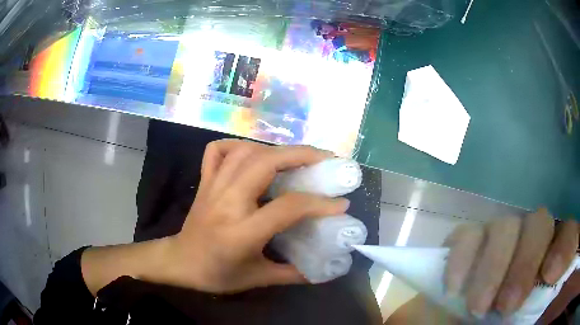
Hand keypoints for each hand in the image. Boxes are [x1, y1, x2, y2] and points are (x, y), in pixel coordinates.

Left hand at [157, 140, 348, 292]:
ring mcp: (213, 186)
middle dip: (301, 155)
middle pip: (265, 163)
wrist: (180, 262)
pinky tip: (254, 153)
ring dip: (276, 148)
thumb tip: (325, 270)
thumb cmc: (216, 274)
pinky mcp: (205, 181)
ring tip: (297, 156)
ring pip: (245, 151)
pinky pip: (218, 151)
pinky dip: (238, 145)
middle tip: (325, 160)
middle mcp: (227, 202)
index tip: (341, 203)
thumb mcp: (257, 279)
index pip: (287, 207)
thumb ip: (292, 274)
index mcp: (242, 232)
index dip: (319, 203)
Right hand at [444, 208, 577, 317]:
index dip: (565, 246)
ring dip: (492, 268)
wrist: (478, 317)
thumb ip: (544, 302)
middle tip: (505, 306)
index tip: (550, 275)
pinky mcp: (473, 238)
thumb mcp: (530, 315)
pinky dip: (461, 258)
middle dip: (525, 264)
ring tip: (477, 307)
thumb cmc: (510, 318)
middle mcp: (533, 238)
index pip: (568, 235)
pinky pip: (467, 234)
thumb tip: (553, 284)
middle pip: (540, 223)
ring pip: (504, 226)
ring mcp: (502, 234)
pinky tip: (455, 288)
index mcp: (552, 257)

[Exercise objective]:
Drop the pictures and give every line above again exactly.

[Exercise response]:
Hand keypoints for each hand in the image. Boxes are [x1, y1, x2, y2] and points are (x, y), in pixel coordinates.

Left hand at [157, 140, 348, 292]:
ring mcp: (213, 186)
middle dip: (301, 155)
middle pip: (265, 163)
wrist: (180, 262)
pinky tip: (254, 153)
ring dip: (276, 148)
thumb tip: (325, 270)
thumb cmc: (216, 274)
pinky mcp: (205, 181)
ring tip: (297, 156)
ring pip: (245, 151)
pinky pip: (218, 151)
pinky dip: (238, 145)
middle tip: (325, 160)
middle mcp: (227, 202)
index tip: (341, 203)
thumb mcp: (257, 279)
index pip: (287, 207)
thumb ip: (292, 274)
index mcp: (242, 232)
index dip: (319, 203)
Right hand at [444, 208, 577, 317]:
index dip: (565, 246)
ring dip: (492, 268)
wrist: (478, 317)
thumb ip: (544, 302)
middle tip: (505, 306)
index tip: (550, 275)
pinky mcp: (473, 238)
thumb mcp: (530, 315)
pinky dip: (461, 258)
middle dip: (525, 264)
ring tip: (477, 307)
thumb cmc: (510, 318)
middle mcp: (533, 238)
index pip: (568, 235)
pinky pip: (467, 234)
thumb tip: (553, 284)
middle pip: (540, 223)
ring pip: (504, 226)
ring mcp: (502, 234)
pinky tip: (455, 288)
index mcp: (552, 257)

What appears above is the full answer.